Records from a collection

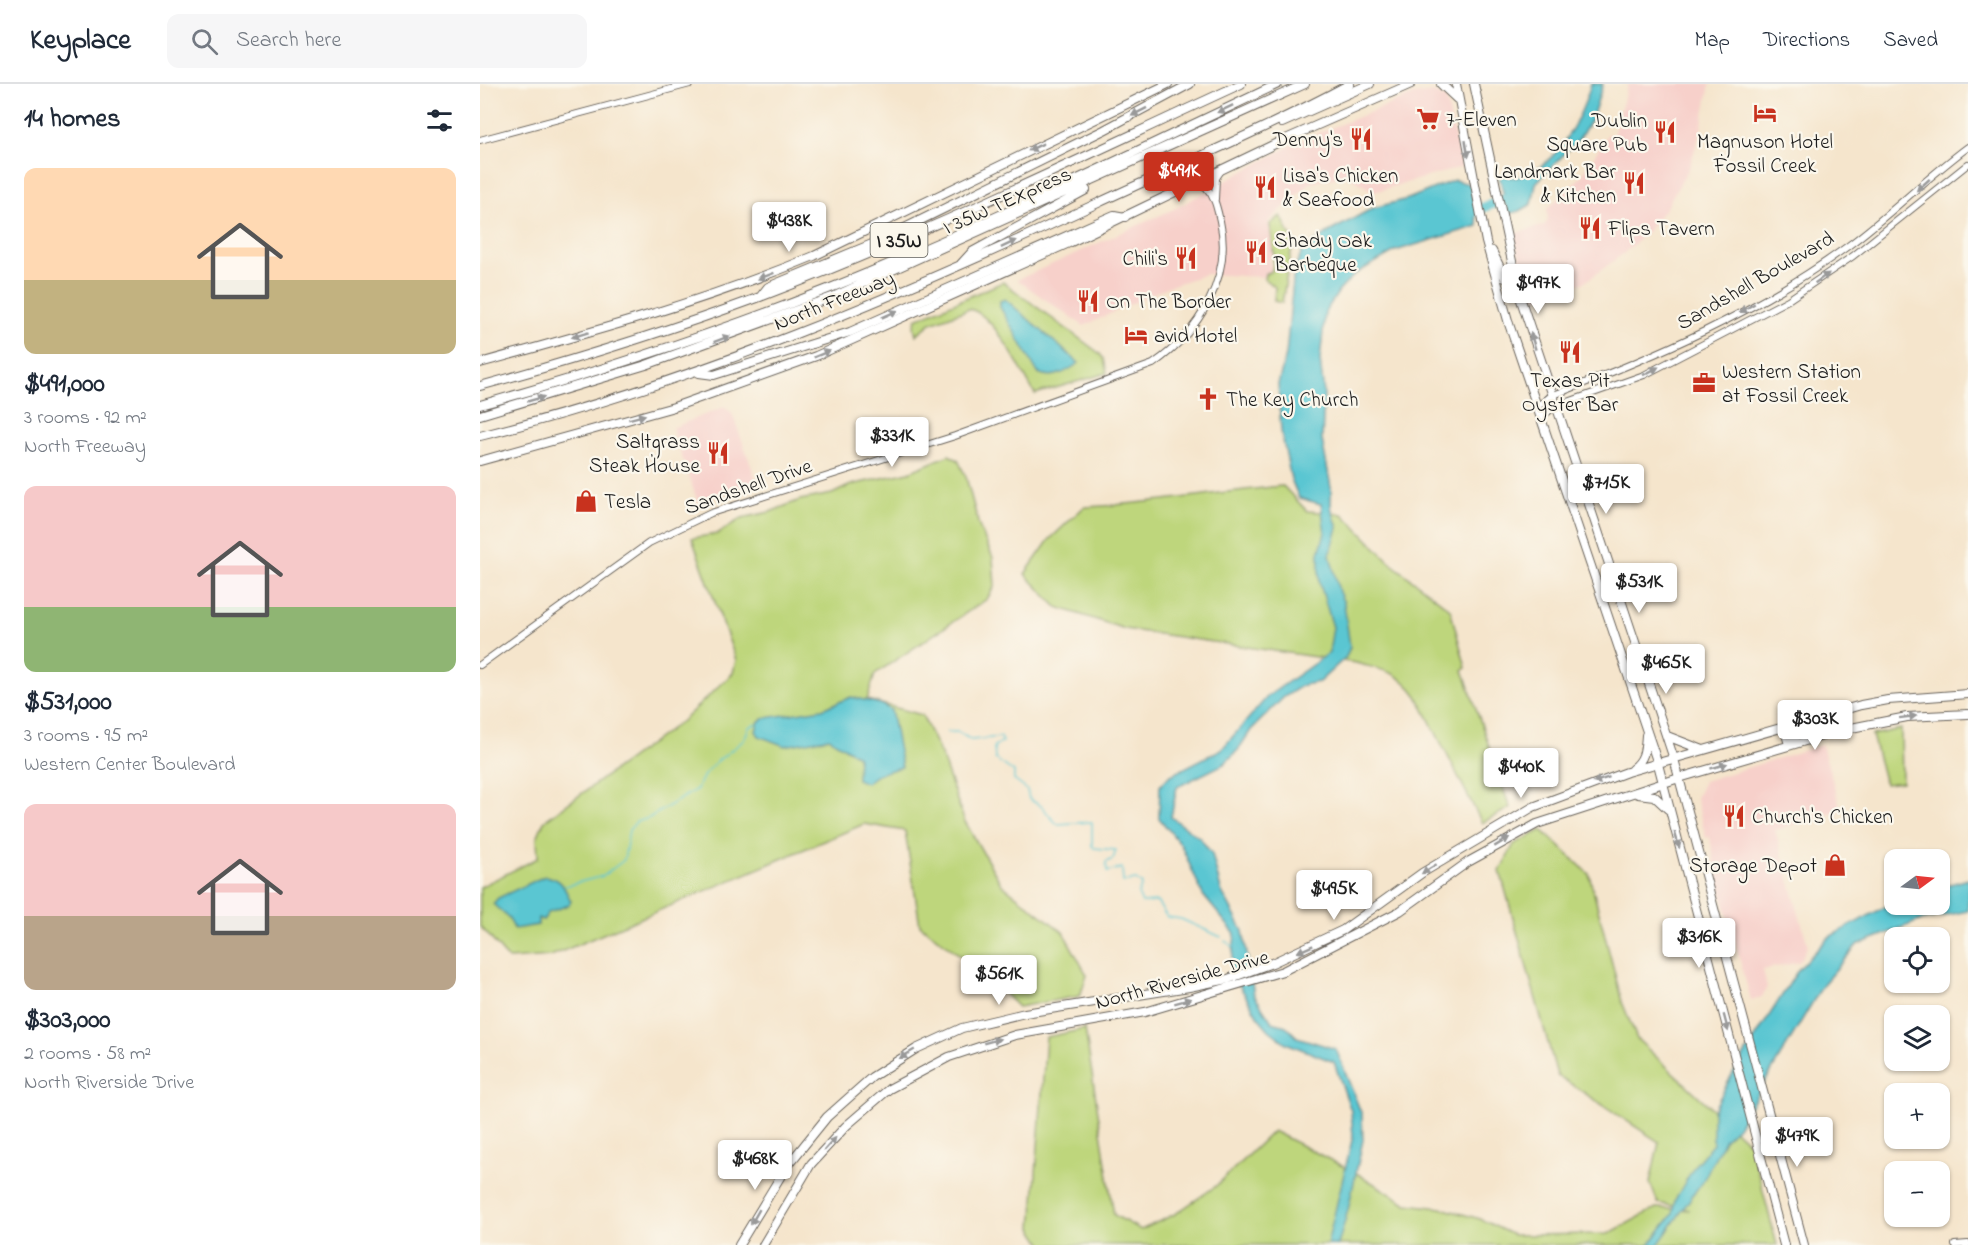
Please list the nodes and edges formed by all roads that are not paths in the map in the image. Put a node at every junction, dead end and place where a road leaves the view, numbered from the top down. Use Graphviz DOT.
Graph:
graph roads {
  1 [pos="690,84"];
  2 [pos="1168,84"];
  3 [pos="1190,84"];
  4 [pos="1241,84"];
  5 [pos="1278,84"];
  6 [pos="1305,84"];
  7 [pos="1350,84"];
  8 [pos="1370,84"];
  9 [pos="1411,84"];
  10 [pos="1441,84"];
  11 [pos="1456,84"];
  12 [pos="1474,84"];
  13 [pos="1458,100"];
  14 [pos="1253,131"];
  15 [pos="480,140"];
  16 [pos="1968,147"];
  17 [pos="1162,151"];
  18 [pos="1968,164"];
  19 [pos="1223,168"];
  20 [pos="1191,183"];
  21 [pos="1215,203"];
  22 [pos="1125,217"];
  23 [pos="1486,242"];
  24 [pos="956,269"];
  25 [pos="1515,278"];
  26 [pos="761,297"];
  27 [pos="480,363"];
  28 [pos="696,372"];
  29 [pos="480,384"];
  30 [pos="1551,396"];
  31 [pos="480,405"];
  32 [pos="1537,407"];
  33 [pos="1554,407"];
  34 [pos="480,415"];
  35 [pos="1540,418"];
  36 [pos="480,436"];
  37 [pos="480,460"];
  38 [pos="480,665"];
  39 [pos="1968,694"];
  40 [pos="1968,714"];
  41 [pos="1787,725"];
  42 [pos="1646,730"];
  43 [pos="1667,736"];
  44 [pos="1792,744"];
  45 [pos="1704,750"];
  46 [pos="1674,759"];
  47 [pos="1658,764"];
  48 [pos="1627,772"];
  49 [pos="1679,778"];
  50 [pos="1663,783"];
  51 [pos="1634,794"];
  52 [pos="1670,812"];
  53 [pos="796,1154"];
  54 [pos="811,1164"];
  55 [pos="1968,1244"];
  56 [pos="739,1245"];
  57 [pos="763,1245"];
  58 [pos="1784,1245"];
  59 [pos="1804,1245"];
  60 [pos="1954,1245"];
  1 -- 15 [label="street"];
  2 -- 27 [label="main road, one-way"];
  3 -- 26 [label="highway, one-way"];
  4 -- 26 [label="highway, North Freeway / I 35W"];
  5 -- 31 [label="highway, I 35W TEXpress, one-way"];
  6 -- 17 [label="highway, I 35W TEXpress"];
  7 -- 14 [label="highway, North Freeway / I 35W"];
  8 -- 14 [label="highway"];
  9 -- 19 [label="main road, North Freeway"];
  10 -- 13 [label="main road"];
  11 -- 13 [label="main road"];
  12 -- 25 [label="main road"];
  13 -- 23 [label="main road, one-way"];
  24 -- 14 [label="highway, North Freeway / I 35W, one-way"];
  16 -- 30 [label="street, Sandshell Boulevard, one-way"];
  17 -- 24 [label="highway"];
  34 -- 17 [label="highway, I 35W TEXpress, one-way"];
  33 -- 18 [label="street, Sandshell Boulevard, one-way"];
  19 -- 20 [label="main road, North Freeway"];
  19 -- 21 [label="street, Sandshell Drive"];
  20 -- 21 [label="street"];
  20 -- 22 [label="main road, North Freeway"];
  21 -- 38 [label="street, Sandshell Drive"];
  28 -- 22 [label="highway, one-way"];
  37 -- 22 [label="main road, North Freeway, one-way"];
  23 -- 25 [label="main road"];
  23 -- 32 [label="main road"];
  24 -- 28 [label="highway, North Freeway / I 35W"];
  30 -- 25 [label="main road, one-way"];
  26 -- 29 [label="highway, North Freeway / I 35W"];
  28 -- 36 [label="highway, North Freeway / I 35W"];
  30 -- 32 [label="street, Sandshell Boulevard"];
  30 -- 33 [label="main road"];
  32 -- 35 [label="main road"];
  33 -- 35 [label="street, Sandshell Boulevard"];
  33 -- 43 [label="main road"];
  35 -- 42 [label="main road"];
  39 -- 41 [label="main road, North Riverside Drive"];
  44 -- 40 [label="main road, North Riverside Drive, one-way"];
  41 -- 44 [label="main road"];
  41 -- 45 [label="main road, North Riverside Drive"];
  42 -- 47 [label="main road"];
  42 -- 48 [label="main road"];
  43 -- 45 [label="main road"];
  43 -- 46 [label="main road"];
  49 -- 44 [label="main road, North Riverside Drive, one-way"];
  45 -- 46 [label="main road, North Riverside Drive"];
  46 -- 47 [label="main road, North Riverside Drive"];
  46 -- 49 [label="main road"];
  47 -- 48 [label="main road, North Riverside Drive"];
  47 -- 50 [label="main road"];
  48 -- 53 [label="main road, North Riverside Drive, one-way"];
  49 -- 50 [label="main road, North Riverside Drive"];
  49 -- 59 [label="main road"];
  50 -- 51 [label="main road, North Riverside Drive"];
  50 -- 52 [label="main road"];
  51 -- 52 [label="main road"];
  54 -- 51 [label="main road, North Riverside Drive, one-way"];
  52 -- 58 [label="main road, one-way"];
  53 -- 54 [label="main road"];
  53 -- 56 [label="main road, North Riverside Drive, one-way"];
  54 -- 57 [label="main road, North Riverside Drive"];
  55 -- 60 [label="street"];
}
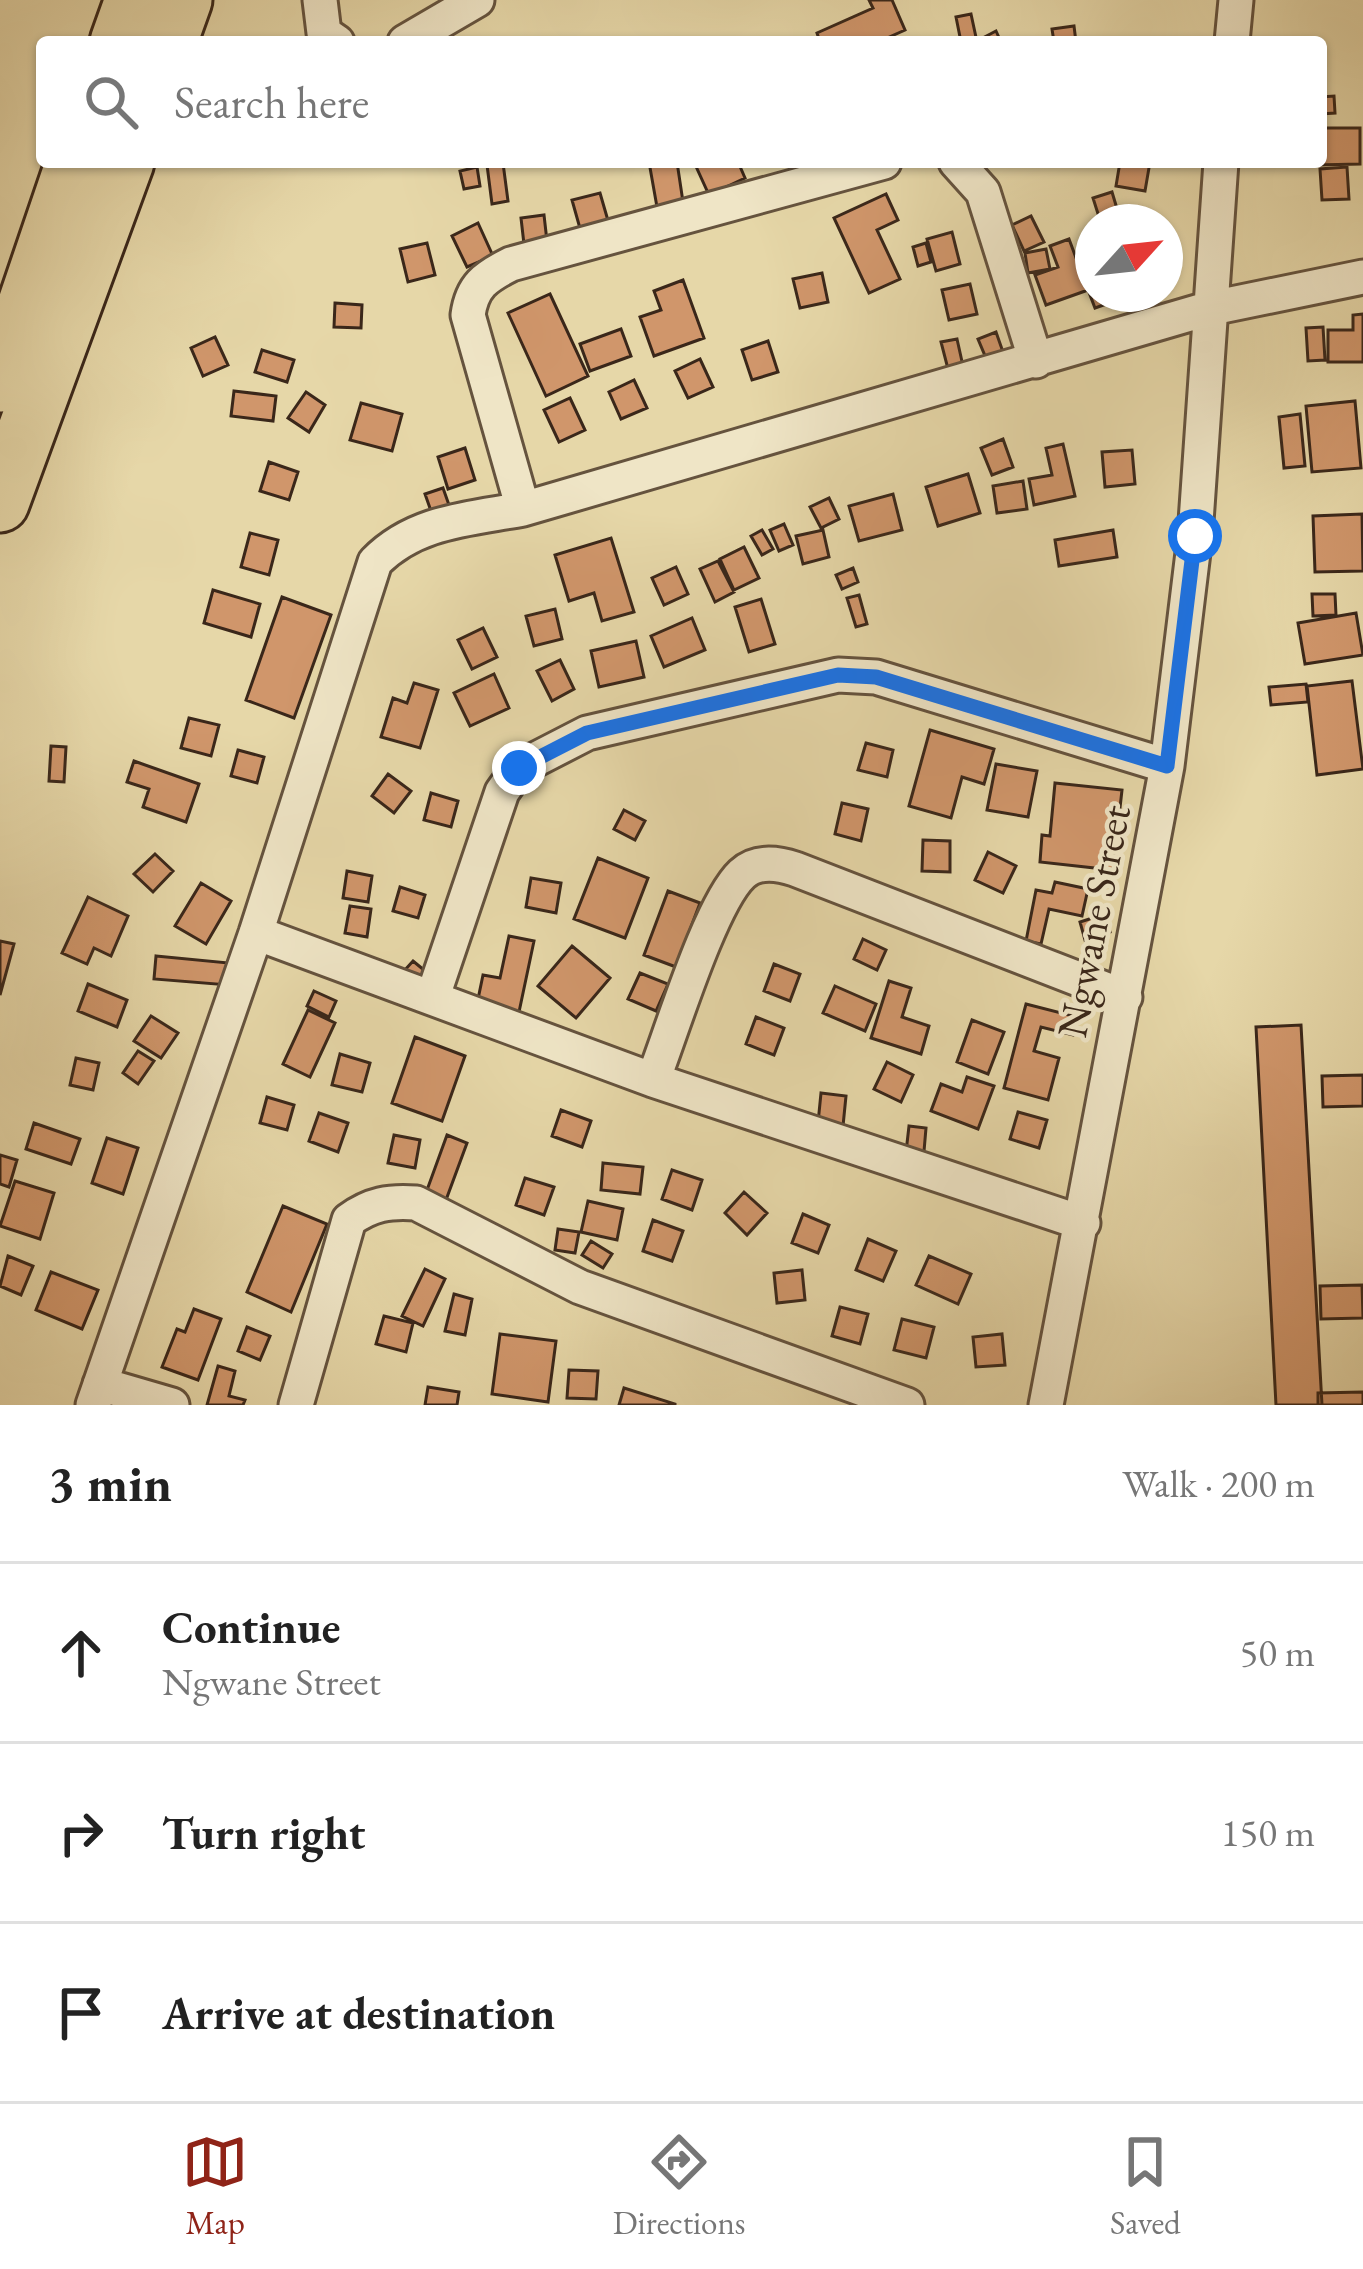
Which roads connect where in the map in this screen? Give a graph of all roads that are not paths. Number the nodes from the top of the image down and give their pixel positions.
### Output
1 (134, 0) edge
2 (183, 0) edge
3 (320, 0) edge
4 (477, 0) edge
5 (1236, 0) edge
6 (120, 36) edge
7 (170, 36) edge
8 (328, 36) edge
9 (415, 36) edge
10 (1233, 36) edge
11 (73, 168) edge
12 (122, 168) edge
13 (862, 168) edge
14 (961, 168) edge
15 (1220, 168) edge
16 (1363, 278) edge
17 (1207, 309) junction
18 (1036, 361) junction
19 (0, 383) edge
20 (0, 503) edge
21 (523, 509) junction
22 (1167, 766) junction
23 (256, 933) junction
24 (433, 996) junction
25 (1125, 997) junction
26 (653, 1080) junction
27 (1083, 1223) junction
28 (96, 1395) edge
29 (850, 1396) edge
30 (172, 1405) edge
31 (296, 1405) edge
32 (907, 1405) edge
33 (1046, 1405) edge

- **Exercise objective**
The answer is the full set of records printed exactly, less the pictures.

- **Exercise response**
Please list the nodes and edges formed by all roads that are not paths in the map in the image. Put a node at every junction, dead end and place where a road leaves the view, numbered from the top down. Use Graphviz DOT.
Graph:
graph roads {
  1 [pos="690,84"];
  2 [pos="1168,84"];
  3 [pos="1190,84"];
  4 [pos="1241,84"];
  5 [pos="1278,84"];
  6 [pos="1305,84"];
  7 [pos="1350,84"];
  8 [pos="1370,84"];
  9 [pos="1411,84"];
  10 [pos="1441,84"];
  11 [pos="1456,84"];
  12 [pos="1474,84"];
  13 [pos="1458,100"];
  14 [pos="1253,131"];
  15 [pos="480,140"];
  16 [pos="1968,147"];
  17 [pos="1162,151"];
  18 [pos="1968,164"];
  19 [pos="1223,168"];
  20 [pos="1191,183"];
  21 [pos="1215,203"];
  22 [pos="1125,217"];
  23 [pos="1486,242"];
  24 [pos="956,269"];
  25 [pos="1515,278"];
  26 [pos="761,297"];
  27 [pos="480,363"];
  28 [pos="696,372"];
  29 [pos="480,384"];
  30 [pos="1551,396"];
  31 [pos="480,405"];
  32 [pos="1537,407"];
  33 [pos="1554,407"];
  34 [pos="480,415"];
  35 [pos="1540,418"];
  36 [pos="480,436"];
  37 [pos="480,460"];
  38 [pos="480,665"];
  39 [pos="1968,694"];
  40 [pos="1968,714"];
  41 [pos="1787,725"];
  42 [pos="1646,730"];
  43 [pos="1667,736"];
  44 [pos="1792,744"];
  45 [pos="1704,750"];
  46 [pos="1674,759"];
  47 [pos="1658,764"];
  48 [pos="1627,772"];
  49 [pos="1679,778"];
  50 [pos="1663,783"];
  51 [pos="1634,794"];
  52 [pos="1670,812"];
  53 [pos="796,1154"];
  54 [pos="811,1164"];
  55 [pos="1968,1244"];
  56 [pos="739,1245"];
  57 [pos="763,1245"];
  58 [pos="1784,1245"];
  59 [pos="1804,1245"];
  60 [pos="1954,1245"];
  1 -- 15 [label="street"];
  2 -- 27 [label="main road, one-way"];
  3 -- 26 [label="highway, one-way"];
  4 -- 26 [label="highway, North Freeway / I 35W"];
  5 -- 31 [label="highway, I 35W TEXpress, one-way"];
  6 -- 17 [label="highway, I 35W TEXpress"];
  7 -- 14 [label="highway, North Freeway / I 35W"];
  8 -- 14 [label="highway"];
  9 -- 19 [label="main road, North Freeway"];
  10 -- 13 [label="main road"];
  11 -- 13 [label="main road"];
  12 -- 25 [label="main road"];
  13 -- 23 [label="main road, one-way"];
  24 -- 14 [label="highway, North Freeway / I 35W, one-way"];
  16 -- 30 [label="street, Sandshell Boulevard, one-way"];
  17 -- 24 [label="highway"];
  34 -- 17 [label="highway, I 35W TEXpress, one-way"];
  33 -- 18 [label="street, Sandshell Boulevard, one-way"];
  19 -- 20 [label="main road, North Freeway"];
  19 -- 21 [label="street, Sandshell Drive"];
  20 -- 21 [label="street"];
  20 -- 22 [label="main road, North Freeway"];
  21 -- 38 [label="street, Sandshell Drive"];
  28 -- 22 [label="highway, one-way"];
  37 -- 22 [label="main road, North Freeway, one-way"];
  23 -- 25 [label="main road"];
  23 -- 32 [label="main road"];
  24 -- 28 [label="highway, North Freeway / I 35W"];
  30 -- 25 [label="main road, one-way"];
  26 -- 29 [label="highway, North Freeway / I 35W"];
  28 -- 36 [label="highway, North Freeway / I 35W"];
  30 -- 32 [label="street, Sandshell Boulevard"];
  30 -- 33 [label="main road"];
  32 -- 35 [label="main road"];
  33 -- 35 [label="street, Sandshell Boulevard"];
  33 -- 43 [label="main road"];
  35 -- 42 [label="main road"];
  39 -- 41 [label="main road, North Riverside Drive"];
  44 -- 40 [label="main road, North Riverside Drive, one-way"];
  41 -- 44 [label="main road"];
  41 -- 45 [label="main road, North Riverside Drive"];
  42 -- 47 [label="main road"];
  42 -- 48 [label="main road"];
  43 -- 45 [label="main road"];
  43 -- 46 [label="main road"];
  49 -- 44 [label="main road, North Riverside Drive, one-way"];
  45 -- 46 [label="main road, North Riverside Drive"];
  46 -- 47 [label="main road, North Riverside Drive"];
  46 -- 49 [label="main road"];
  47 -- 48 [label="main road, North Riverside Drive"];
  47 -- 50 [label="main road"];
  48 -- 53 [label="main road, North Riverside Drive, one-way"];
  49 -- 50 [label="main road, North Riverside Drive"];
  49 -- 59 [label="main road"];
  50 -- 51 [label="main road, North Riverside Drive"];
  50 -- 52 [label="main road"];
  51 -- 52 [label="main road"];
  54 -- 51 [label="main road, North Riverside Drive, one-way"];
  52 -- 58 [label="main road, one-way"];
  53 -- 54 [label="main road"];
  53 -- 56 [label="main road, North Riverside Drive, one-way"];
  54 -- 57 [label="main road, North Riverside Drive"];
  55 -- 60 [label="street"];
}
Which roads connect where in the map in this screen? Give a graph of all roads that are not paths. Number the nodes from the top of the image down and give their pixel positions.
### Output
1 (134, 0) edge
2 (183, 0) edge
3 (320, 0) edge
4 (477, 0) edge
5 (1236, 0) edge
6 (120, 36) edge
7 (170, 36) edge
8 (328, 36) edge
9 (415, 36) edge
10 (1233, 36) edge
11 (73, 168) edge
12 (122, 168) edge
13 (862, 168) edge
14 (961, 168) edge
15 (1220, 168) edge
16 (1363, 278) edge
17 (1207, 309) junction
18 (1036, 361) junction
19 (0, 383) edge
20 (0, 503) edge
21 (523, 509) junction
22 (1167, 766) junction
23 (256, 933) junction
24 (433, 996) junction
25 (1125, 997) junction
26 (653, 1080) junction
27 (1083, 1223) junction
28 (96, 1395) edge
29 (850, 1396) edge
30 (172, 1405) edge
31 (296, 1405) edge
32 (907, 1405) edge
33 (1046, 1405) edge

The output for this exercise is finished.